Gina Kaminski Rescues the Giant by Craig Barr-Green
Gina Kaminski Rescues the Giant is the second book based around the character of Gina. Author, Craig Barr-Green shares some insights into how he wrote these books and it is a fascinating read.
Writers have different starting points.
If they are talented enough to be able to draw (I am not), then they might start with a simple sketch — a flash of inspiration. Some writers start with a tasty ‘what if?’. What if a frightened mouse invented stories of a monster to fool predators and navigate a dangerous forest? I start with character every time. Who is my character? What do they want and what do they need? What are the obstacles around them and what are the goals? When the character starts to talk freely on the page in exploratory drafts: I have a foundation.
Gina Kaminski’s journey was unusual because I started from a different place. I wanted to write a page-turning adventure story, and the hero would also be autistic. This had to be a picture book. It’s the youngest form for narrative literary representation: the earliest conversation starter. Heroes can be autistic. Autistic children are not defined by their diagnoses. I wanted this hero to be human, and not anthropomorphised. A real child. Real joys. Real obstacles. For some readers the hero would be a mirror, others, a window, but for everyone this would be a protagonist who hurdled obstacles, confronted peril and saved the day. Hooray! All I had to do was write it!

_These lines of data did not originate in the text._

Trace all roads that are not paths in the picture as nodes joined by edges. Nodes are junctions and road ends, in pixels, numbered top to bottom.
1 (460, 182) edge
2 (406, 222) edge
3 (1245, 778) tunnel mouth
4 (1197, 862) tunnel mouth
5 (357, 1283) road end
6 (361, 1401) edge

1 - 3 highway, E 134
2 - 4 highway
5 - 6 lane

I started many times… but it wasn’t right. I was trying too hard to hit the outcomes. I had great feedback from wonderful book people (thank you Joe!) and then… POP… Gina appeared on the page. Just like that. She talked and talked and talked. I could put her in any situation and know how she would react. It was astonishing. Like witchcraft.
So all I needed was a plot to pull children from one end of a book to another.
Across two books, Gina Kaminski is a girl who is annoyed by the big mistakes in Little Red Riding Hood and Jack and the Beanstalk respectively. She portals into the stories and fixes them, overcoming obstacles with fantastical ingenuity. She saves Wolf and rescues Giant. Bravo, Gina!
Only, those aren’t really the stories.
Across two books, Gina Kaminski is a girl who experiences complex difficulties in her everyday world — an over-sensory classroom and a frighteningly unknown art gallery on a school trip. Through resilience, and with the assistance of good teaching practice, she overcomes these obstacles and makes sense of the day. She endures and she enjoys the world on her own terms. Bravo, Gina!
That’s the real story.
To write a Gina book is to write two stories: the domestic and the fantastic; the exteriority and the interiority. The latter is a method of showing us that narratives can be challenged, and that endings can be changed. It’s essential that children acquire the skills and have the courage to investigate and evaluate a story, and challenge what they perceive as wrong, or unfair. Adults, and the stories they present, can be duplicitous and contrary. At their worst: monstrous. Gina is forming her own system of values and fairytales are safe place to experiment with these new thoughts and feeling.
I love writing in the first person present tense, which is unusual for picture books.
I write very long (ask my super patient editor, Perry) and then cut cut cut. For example, in early drafts, Gina and Wolf shared a long conversation about life. It made me laugh. Then, line by line, draft by draft, the scene was distilled to the purest essence. It’s a thrilling process, even if so much is discarded. The book must win.
The team behind the books is immense. A phrase popped up frequently: ‘Be More Gina’. I love this! Yes: things can go against us… but obstacles can be overcome. There will certainly be knowledge gained, lessons learned, and resilience strengthened. There may even be cake!
Views expressed do not necessarily reflect those of the Federation.